# Work to complete
For the word "numbered", state how many lines of the records include it, with no other text.

# Input data

****************

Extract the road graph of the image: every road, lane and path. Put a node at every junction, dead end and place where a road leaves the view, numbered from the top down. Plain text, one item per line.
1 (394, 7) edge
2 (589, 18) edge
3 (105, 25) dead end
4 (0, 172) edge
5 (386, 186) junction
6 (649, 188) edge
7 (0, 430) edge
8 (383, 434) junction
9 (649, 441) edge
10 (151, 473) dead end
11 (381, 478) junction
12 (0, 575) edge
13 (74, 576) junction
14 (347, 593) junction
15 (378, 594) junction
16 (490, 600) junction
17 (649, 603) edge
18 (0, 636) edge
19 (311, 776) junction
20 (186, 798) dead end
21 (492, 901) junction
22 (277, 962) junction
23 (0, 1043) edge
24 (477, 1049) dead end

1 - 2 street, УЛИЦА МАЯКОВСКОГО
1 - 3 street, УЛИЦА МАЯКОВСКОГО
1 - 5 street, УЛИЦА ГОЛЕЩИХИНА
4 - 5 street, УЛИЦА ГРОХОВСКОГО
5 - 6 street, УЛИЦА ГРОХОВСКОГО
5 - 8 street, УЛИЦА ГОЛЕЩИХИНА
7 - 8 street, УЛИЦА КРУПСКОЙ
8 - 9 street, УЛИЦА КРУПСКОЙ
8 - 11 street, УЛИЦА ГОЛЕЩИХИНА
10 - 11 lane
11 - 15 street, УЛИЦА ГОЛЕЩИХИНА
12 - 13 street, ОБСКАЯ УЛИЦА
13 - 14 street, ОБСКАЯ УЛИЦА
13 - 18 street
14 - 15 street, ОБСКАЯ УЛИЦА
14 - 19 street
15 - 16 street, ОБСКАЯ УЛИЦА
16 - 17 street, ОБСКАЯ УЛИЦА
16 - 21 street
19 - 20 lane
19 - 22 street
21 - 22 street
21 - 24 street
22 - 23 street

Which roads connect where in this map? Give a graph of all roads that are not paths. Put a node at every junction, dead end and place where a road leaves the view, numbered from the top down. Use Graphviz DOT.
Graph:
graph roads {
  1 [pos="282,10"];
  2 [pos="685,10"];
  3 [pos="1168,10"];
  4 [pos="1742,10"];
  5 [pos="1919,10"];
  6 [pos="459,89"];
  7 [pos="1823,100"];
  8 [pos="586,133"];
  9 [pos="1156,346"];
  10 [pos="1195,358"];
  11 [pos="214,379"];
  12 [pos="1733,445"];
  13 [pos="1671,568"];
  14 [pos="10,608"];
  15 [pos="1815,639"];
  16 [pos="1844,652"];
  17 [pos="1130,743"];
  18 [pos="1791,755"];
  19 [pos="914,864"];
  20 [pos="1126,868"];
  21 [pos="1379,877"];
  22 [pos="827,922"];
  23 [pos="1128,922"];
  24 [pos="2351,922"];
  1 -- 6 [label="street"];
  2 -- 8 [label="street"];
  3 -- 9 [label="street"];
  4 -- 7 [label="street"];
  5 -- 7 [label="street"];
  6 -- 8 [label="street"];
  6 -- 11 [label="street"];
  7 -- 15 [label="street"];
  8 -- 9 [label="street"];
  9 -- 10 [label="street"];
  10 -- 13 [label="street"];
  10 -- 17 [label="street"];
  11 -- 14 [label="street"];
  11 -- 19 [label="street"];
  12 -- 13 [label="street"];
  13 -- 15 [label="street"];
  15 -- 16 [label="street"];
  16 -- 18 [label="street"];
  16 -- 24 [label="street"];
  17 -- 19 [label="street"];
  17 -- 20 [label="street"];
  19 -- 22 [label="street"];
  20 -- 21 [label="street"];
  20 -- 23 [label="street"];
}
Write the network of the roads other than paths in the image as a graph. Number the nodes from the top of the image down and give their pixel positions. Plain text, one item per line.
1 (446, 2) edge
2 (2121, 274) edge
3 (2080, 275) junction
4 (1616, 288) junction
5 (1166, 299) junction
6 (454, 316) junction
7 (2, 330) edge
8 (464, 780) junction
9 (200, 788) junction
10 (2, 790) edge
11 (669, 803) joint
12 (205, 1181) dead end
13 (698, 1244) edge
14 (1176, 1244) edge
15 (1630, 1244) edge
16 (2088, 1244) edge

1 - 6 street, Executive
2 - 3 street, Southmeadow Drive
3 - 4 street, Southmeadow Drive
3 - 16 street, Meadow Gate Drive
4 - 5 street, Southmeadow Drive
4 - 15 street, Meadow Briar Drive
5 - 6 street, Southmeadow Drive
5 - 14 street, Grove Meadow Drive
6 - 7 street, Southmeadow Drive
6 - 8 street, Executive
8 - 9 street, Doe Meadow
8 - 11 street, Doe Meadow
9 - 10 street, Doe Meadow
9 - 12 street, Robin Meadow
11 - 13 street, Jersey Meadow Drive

****************

# Task output
2